Work request
The required output is the exact run of lines below that opens at the line with "254 723 moveto (Madinah) show" and closes at the line with "222 815 208 57 rectstroke".

Stored items:
****************

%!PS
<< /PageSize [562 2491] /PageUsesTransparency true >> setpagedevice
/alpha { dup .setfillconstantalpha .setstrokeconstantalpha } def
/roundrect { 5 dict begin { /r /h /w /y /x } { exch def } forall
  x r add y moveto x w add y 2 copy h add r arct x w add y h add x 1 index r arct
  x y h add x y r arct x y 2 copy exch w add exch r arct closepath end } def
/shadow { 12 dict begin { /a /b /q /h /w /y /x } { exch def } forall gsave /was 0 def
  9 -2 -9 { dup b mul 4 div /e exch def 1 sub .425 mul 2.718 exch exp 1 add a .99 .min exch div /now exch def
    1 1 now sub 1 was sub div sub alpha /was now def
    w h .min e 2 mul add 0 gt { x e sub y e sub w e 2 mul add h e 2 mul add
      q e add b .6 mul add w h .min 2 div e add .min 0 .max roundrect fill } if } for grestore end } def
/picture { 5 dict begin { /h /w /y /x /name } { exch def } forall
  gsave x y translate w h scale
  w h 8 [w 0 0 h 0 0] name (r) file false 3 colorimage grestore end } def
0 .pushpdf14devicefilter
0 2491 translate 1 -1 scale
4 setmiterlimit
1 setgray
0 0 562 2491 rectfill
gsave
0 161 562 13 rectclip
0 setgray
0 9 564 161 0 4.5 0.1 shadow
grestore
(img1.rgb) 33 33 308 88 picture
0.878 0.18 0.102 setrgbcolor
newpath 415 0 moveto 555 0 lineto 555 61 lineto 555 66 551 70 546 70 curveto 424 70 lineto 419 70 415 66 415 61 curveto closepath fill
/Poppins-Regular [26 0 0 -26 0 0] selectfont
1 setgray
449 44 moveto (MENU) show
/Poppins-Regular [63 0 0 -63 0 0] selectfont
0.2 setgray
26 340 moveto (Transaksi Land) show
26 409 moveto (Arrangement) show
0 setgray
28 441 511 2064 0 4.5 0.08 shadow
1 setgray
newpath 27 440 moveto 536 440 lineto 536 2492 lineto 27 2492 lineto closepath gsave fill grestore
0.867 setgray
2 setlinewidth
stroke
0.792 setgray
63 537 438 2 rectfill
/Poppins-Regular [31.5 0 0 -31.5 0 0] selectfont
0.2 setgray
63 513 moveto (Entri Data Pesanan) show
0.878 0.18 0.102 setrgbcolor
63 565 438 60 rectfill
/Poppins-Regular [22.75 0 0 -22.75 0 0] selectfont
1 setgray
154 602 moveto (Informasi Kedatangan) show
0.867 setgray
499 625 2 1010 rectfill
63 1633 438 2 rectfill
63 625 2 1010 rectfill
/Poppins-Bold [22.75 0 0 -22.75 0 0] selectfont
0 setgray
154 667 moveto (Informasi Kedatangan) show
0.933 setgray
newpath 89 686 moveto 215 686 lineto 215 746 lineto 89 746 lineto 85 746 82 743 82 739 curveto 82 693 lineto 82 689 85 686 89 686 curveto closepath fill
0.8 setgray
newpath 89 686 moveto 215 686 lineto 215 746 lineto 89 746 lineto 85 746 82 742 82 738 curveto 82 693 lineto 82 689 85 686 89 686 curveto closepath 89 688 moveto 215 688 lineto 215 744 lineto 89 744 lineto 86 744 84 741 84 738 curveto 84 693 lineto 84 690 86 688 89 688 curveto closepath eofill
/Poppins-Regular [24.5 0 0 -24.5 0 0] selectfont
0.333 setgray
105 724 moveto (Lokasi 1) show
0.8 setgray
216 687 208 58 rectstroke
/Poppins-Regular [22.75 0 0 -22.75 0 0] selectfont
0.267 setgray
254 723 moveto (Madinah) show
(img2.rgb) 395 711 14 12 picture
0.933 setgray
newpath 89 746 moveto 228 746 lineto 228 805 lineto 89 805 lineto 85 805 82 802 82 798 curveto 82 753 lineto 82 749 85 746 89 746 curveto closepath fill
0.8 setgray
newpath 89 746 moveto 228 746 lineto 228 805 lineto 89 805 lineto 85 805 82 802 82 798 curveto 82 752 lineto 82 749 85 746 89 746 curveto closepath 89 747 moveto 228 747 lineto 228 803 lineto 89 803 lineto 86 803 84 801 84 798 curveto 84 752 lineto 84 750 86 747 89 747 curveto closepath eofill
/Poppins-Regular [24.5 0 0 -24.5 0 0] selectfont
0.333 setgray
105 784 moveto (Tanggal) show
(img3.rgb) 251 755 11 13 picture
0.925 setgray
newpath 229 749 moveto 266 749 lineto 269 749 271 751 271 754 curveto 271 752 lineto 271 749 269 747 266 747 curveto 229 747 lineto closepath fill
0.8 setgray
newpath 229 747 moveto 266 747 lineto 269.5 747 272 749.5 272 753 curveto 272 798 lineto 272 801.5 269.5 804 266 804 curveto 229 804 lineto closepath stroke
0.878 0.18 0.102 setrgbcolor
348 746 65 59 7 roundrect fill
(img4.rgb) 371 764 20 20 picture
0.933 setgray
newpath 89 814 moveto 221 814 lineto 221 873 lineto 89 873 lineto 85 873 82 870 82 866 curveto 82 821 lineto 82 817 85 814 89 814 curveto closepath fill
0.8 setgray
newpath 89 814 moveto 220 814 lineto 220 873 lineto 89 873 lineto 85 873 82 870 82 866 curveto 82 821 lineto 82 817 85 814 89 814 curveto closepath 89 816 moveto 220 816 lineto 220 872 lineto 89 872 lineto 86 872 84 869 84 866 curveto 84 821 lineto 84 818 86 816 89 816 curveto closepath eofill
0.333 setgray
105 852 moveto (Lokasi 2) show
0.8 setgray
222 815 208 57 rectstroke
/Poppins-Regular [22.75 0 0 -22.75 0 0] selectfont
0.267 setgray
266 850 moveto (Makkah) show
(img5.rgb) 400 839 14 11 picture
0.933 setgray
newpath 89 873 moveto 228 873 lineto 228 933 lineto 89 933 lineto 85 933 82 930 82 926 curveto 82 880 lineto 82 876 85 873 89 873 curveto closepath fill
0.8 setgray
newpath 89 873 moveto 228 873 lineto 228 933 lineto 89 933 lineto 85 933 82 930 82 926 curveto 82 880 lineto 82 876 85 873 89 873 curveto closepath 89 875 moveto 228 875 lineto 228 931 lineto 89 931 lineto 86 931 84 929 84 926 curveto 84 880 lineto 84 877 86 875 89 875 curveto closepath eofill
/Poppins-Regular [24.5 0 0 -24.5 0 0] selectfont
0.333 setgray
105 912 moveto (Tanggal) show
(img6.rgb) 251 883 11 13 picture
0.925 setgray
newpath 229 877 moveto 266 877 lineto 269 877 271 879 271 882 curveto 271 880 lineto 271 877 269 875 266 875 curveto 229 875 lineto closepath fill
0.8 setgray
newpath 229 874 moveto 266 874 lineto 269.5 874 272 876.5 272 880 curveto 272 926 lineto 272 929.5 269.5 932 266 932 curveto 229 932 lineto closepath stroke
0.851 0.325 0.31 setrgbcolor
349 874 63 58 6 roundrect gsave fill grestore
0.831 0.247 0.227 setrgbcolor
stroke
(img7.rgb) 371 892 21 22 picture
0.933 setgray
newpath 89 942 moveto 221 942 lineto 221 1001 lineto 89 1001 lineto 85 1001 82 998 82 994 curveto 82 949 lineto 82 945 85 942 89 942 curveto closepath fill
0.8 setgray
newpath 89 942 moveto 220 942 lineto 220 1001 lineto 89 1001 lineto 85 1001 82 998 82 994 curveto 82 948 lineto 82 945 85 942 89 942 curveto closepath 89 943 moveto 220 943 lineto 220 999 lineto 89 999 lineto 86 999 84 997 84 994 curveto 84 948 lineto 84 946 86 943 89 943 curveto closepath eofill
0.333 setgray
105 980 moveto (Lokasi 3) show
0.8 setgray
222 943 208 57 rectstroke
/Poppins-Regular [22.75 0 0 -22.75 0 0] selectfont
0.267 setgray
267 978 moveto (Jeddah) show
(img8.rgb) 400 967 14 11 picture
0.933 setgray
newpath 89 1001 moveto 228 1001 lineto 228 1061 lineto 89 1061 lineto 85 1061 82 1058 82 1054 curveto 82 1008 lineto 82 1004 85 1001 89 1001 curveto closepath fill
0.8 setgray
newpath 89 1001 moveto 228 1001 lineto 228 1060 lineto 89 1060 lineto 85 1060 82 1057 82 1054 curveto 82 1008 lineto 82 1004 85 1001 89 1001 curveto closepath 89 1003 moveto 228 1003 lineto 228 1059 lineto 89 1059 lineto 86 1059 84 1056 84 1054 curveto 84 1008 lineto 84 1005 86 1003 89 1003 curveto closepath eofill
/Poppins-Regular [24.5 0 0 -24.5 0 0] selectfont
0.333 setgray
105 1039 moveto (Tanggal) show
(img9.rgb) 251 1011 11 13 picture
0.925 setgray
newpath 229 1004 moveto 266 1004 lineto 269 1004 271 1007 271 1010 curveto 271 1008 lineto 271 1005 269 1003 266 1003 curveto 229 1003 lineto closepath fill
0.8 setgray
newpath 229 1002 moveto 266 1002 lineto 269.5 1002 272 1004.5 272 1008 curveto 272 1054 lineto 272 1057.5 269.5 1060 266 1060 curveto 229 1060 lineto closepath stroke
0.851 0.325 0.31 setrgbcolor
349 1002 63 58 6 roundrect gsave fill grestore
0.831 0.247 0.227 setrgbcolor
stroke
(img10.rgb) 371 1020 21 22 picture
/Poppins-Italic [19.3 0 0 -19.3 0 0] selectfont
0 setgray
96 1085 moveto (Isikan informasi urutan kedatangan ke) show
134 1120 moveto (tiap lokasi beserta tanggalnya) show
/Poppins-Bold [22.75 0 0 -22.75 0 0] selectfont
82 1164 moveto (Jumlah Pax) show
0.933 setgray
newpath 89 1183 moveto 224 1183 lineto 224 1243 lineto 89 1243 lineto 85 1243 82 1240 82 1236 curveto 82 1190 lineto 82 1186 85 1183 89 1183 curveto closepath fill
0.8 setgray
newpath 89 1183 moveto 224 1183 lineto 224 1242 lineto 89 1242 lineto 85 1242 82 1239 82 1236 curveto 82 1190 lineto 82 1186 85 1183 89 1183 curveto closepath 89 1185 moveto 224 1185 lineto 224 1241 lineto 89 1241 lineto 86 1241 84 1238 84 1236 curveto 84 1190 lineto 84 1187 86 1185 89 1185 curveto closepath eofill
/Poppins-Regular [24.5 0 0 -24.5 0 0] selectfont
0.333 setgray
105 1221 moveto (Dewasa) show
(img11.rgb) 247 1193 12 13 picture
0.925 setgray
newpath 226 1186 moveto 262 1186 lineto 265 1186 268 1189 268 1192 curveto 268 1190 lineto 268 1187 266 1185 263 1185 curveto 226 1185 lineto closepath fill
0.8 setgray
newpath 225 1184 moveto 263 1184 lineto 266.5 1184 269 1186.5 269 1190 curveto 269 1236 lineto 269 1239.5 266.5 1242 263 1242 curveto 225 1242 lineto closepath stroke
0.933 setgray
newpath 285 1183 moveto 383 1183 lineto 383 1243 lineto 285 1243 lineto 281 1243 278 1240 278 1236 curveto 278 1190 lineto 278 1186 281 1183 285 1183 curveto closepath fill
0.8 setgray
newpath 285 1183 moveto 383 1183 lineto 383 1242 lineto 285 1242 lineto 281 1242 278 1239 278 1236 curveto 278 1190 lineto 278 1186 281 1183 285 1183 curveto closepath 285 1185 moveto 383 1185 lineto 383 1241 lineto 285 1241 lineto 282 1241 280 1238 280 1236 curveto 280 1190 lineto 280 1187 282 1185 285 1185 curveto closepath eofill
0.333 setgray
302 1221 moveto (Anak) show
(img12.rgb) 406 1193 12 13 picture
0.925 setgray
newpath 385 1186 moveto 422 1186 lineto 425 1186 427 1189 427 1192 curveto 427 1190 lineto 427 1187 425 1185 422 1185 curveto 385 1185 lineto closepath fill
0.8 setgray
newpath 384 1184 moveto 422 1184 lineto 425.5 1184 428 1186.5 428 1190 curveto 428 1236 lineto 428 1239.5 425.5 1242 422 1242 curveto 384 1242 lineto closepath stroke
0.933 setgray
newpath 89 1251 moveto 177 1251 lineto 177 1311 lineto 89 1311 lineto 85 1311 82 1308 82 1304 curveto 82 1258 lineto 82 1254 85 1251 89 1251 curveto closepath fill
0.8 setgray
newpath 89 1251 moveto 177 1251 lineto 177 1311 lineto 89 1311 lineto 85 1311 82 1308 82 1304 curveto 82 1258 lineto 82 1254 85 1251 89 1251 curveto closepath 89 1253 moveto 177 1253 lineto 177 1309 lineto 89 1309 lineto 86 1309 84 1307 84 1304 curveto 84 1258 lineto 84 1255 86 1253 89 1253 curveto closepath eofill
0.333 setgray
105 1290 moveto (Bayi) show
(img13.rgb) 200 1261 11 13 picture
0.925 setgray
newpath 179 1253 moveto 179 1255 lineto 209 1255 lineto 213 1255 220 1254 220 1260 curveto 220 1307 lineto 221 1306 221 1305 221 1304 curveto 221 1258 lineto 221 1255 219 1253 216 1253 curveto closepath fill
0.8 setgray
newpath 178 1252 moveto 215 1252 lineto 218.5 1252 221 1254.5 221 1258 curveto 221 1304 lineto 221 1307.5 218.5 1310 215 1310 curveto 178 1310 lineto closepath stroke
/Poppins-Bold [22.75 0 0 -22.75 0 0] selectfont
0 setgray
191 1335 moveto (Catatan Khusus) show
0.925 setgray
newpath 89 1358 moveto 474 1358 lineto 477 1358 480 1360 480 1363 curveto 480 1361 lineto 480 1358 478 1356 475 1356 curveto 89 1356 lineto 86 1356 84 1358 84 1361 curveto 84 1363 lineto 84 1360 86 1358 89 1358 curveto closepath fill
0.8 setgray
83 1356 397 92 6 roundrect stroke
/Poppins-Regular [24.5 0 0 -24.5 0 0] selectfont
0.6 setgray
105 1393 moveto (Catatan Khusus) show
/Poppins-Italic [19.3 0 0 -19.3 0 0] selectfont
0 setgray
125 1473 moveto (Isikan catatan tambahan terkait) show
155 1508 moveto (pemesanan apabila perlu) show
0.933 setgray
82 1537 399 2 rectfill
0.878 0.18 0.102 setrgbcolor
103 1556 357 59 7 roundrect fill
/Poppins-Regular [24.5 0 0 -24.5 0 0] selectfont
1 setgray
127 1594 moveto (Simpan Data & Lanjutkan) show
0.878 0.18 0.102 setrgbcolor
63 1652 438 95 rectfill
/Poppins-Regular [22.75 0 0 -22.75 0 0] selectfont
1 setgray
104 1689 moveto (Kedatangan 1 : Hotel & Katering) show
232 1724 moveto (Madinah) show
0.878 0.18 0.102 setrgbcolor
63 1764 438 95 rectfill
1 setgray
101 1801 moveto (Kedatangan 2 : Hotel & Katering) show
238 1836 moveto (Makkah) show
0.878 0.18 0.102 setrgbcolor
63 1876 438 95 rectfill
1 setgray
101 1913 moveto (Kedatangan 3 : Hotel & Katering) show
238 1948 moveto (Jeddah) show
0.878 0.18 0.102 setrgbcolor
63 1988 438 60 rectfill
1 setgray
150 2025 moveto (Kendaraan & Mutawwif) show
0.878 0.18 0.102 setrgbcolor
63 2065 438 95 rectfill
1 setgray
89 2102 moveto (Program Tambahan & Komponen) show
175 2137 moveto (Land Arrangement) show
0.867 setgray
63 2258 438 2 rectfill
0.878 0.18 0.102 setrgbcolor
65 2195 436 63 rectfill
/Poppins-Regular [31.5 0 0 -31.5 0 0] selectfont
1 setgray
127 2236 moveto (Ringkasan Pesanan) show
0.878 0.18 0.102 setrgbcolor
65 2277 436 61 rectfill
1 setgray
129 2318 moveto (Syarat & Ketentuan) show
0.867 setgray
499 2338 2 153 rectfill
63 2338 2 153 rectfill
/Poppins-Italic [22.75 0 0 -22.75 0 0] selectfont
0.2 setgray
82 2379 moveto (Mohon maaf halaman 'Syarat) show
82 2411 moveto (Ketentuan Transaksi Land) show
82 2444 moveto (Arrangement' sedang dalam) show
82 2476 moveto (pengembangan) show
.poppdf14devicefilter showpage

****************

Your response
254 723 moveto (Madinah) show
(img2.rgb) 395 711 14 12 picture
0.933 setgray
newpath 89 746 moveto 228 746 lineto 228 805 lineto 89 805 lineto 85 805 82 802 82 798 curveto 82 753 lineto 82 749 85 746 89 746 curveto closepath fill
0.8 setgray
newpath 89 746 moveto 228 746 lineto 228 805 lineto 89 805 lineto 85 805 82 802 82 798 curveto 82 752 lineto 82 749 85 746 89 746 curveto closepath 89 747 moveto 228 747 lineto 228 803 lineto 89 803 lineto 86 803 84 801 84 798 curveto 84 752 lineto 84 750 86 747 89 747 curveto closepath eofill
/Poppins-Regular [24.5 0 0 -24.5 0 0] selectfont
0.333 setgray
105 784 moveto (Tanggal) show
(img3.rgb) 251 755 11 13 picture
0.925 setgray
newpath 229 749 moveto 266 749 lineto 269 749 271 751 271 754 curveto 271 752 lineto 271 749 269 747 266 747 curveto 229 747 lineto closepath fill
0.8 setgray
newpath 229 747 moveto 266 747 lineto 269.5 747 272 749.5 272 753 curveto 272 798 lineto 272 801.5 269.5 804 266 804 curveto 229 804 lineto closepath stroke
0.878 0.18 0.102 setrgbcolor
348 746 65 59 7 roundrect fill
(img4.rgb) 371 764 20 20 picture
0.933 setgray
newpath 89 814 moveto 221 814 lineto 221 873 lineto 89 873 lineto 85 873 82 870 82 866 curveto 82 821 lineto 82 817 85 814 89 814 curveto closepath fill
0.8 setgray
newpath 89 814 moveto 220 814 lineto 220 873 lineto 89 873 lineto 85 873 82 870 82 866 curveto 82 821 lineto 82 817 85 814 89 814 curveto closepath 89 816 moveto 220 816 lineto 220 872 lineto 89 872 lineto 86 872 84 869 84 866 curveto 84 821 lineto 84 818 86 816 89 816 curveto closepath eofill
0.333 setgray
105 852 moveto (Lokasi 2) show
0.8 setgray
222 815 208 57 rectstroke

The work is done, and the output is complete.